Lastly, Rosenthal hardly enquires into the potential leverage of the UN system, or any other actor to change the government’s behavior. He briefly mentions China, India, Indonesia and ASEAN as “privileged” partners of the UN, but does not discuss any specific efforts UN officials made to convince them to put pressure on the government, including for the failed upgrade of the UN presence in the country. Nor does he inquire whether the US gave in too quickly to Chinese opposition to dealing with Myanmar in the UN Security Council earlier on. Rosenthal observes that even when Guterres wrote a stern letter to the Security Council in early September 2017 after the start of the ethnic cleansing campaign, it did not lead the council “to respond in either a forceful or a timely manner.”
In contrast, Mahony’s 2015 assessment talks of the “uniquely privileged position” of the UN and member states in relation to a government that desperately sought international legitimacy for its democratic reform process and the “huge financial rewards that this new leadership brings”. It would have been essential to learn if UN actors felt the same and in what ways they used such leverage.
Why accountability matters
The shortcomings of such an internal review matter. Not only does the UN owe greater accountability to the Rohingya victims of the systemic discrimination, forced displacement, and indiscriminate killings, but also to its own staff, and to the wider public. The Secretary General’s Office is currently leading a follow-up process to the Rosenthal report.
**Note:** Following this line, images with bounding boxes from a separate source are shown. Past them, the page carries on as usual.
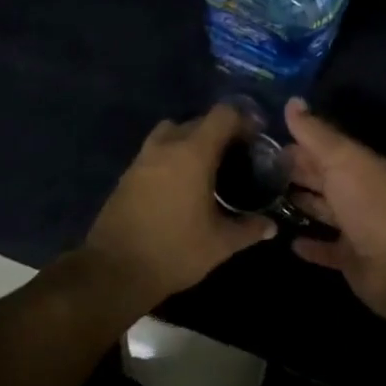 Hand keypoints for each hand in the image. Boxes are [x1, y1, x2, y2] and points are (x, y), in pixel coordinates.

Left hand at [83, 104, 277, 307]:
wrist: (115, 270)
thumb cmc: (174, 251)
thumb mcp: (219, 244)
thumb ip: (248, 229)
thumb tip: (271, 225)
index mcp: (193, 153)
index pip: (222, 115)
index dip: (243, 120)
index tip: (256, 138)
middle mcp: (167, 146)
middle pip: (198, 120)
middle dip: (219, 131)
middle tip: (236, 156)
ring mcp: (143, 158)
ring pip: (172, 131)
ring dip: (191, 139)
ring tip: (207, 165)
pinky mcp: (128, 173)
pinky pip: (156, 150)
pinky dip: (171, 155)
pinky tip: (181, 183)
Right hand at [283, 99, 385, 327]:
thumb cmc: (370, 204)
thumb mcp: (341, 160)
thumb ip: (315, 133)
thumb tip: (292, 100)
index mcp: (360, 164)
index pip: (325, 147)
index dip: (298, 142)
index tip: (265, 140)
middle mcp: (359, 192)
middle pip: (323, 177)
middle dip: (296, 171)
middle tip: (258, 169)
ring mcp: (356, 227)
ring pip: (324, 210)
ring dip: (301, 204)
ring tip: (266, 200)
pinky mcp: (351, 258)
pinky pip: (326, 249)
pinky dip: (311, 245)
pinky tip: (289, 242) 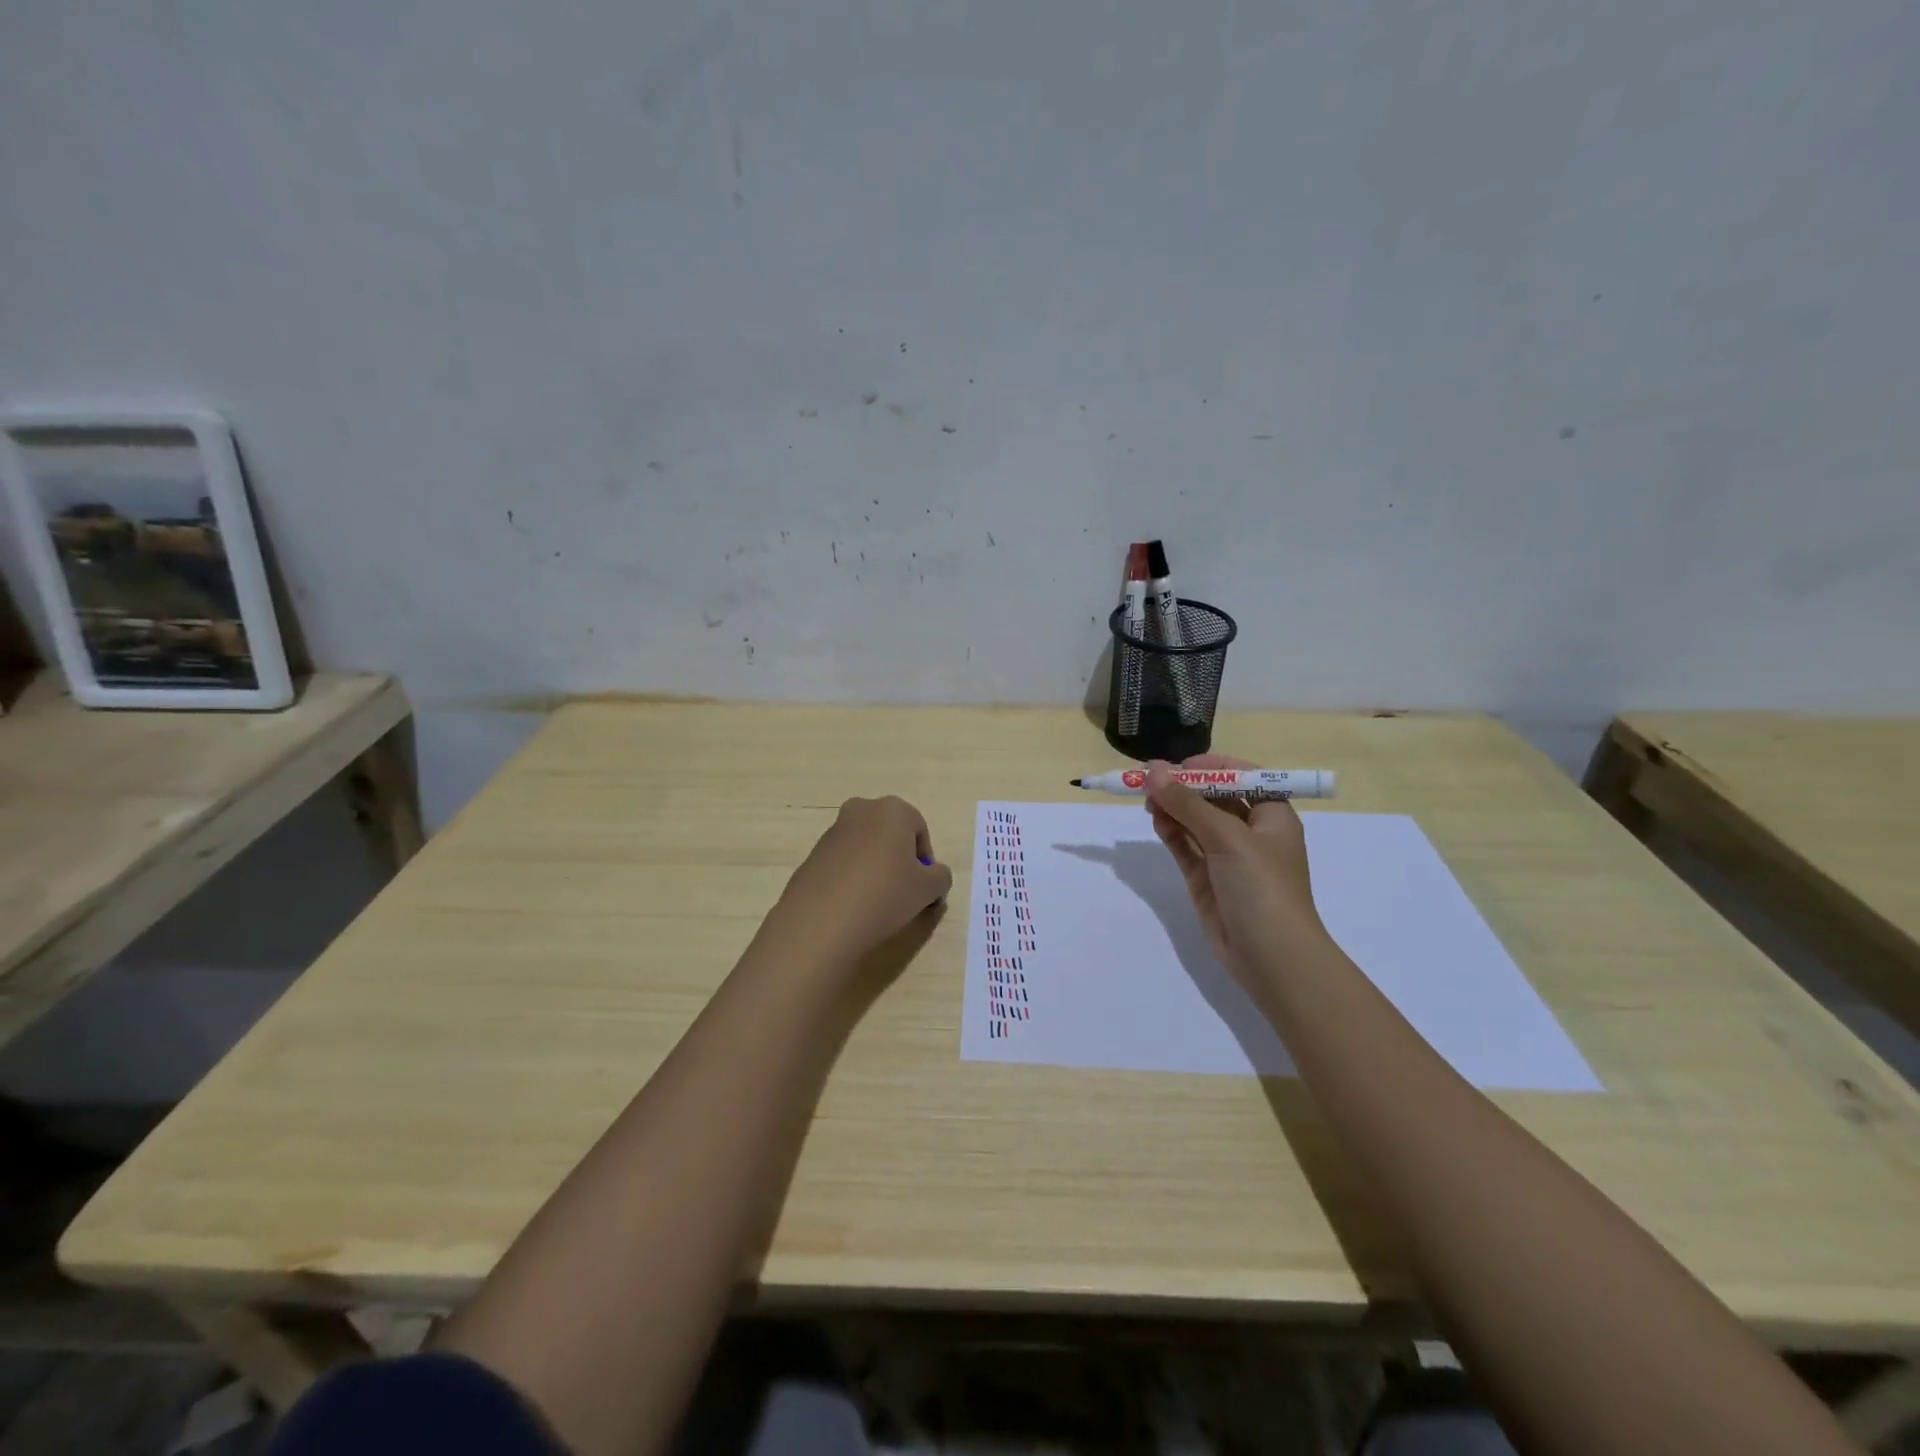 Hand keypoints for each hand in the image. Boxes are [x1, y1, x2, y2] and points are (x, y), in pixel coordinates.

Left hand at [775, 796, 953, 963]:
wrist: (822, 920)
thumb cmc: (886, 894)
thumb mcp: (929, 889)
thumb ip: (940, 877)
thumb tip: (933, 875)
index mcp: (893, 809)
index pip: (920, 830)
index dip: (926, 861)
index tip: (923, 888)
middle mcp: (861, 810)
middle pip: (890, 834)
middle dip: (899, 859)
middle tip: (903, 892)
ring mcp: (833, 830)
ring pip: (866, 847)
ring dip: (875, 868)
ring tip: (876, 903)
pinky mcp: (813, 853)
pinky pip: (843, 862)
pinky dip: (852, 877)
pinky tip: (852, 905)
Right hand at [1145, 754, 1327, 983]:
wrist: (1272, 958)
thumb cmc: (1262, 887)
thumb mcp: (1227, 838)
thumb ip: (1187, 803)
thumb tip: (1153, 771)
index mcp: (1272, 815)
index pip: (1242, 776)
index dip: (1211, 766)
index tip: (1178, 765)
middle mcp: (1251, 832)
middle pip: (1214, 797)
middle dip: (1183, 786)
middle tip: (1149, 780)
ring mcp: (1227, 857)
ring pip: (1195, 821)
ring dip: (1173, 808)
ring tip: (1147, 801)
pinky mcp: (1207, 879)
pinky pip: (1185, 846)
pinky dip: (1171, 832)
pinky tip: (1156, 821) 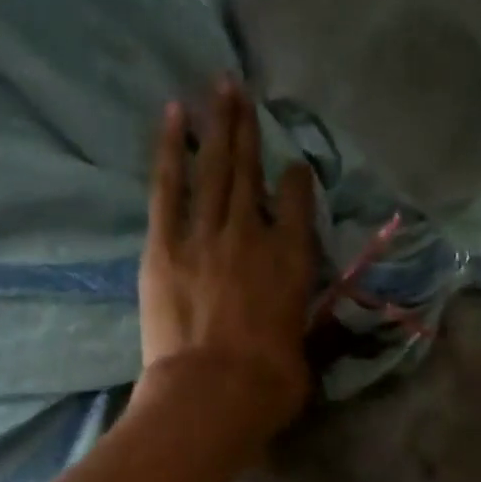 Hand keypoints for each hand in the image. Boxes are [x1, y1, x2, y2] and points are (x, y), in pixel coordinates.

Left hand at [138, 78, 317, 433]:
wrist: (210, 394)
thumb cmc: (266, 386)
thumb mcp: (304, 360)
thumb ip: (309, 332)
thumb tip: (316, 331)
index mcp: (292, 260)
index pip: (297, 203)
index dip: (296, 181)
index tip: (293, 169)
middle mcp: (252, 235)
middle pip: (250, 171)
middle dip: (248, 128)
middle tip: (241, 90)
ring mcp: (205, 235)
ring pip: (214, 168)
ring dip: (217, 125)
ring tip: (217, 87)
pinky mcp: (164, 246)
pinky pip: (169, 186)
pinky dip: (172, 149)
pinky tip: (175, 116)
Its first task will need to be to expand on Rosenthal’s very short recommendations.
Even though Rosenthal does not say so explicitly, some commentators have drawn the conclusion that his report “assigns collective responsibility for the atrocities committed during the 2017 Rohingya crisis to both the UN civil service and UN member states.“ That is misleading – there is nothing in the report to suggest how a more coherent UN system supported by member states could have prevented the atrocities. Maybe more pressure could have emboldened the civilian government led by Aung San Suu Kyi to try and stand up to the military, or earlier and more widespread targeted sanctions could have influenced the military leadership. Without a more thorough analysis of international engagement, we can only guess.
In the meantime, the UN’s reputation further deteriorates, potentially undermining its work elsewhere as well as the reform of the country team system. No official, diplomat, or government representative has been held accountable for a responsibility that is shared collectively. More than one million Rohingya refugees continue to live in horrid conditions in Bangladeshi refugee camps.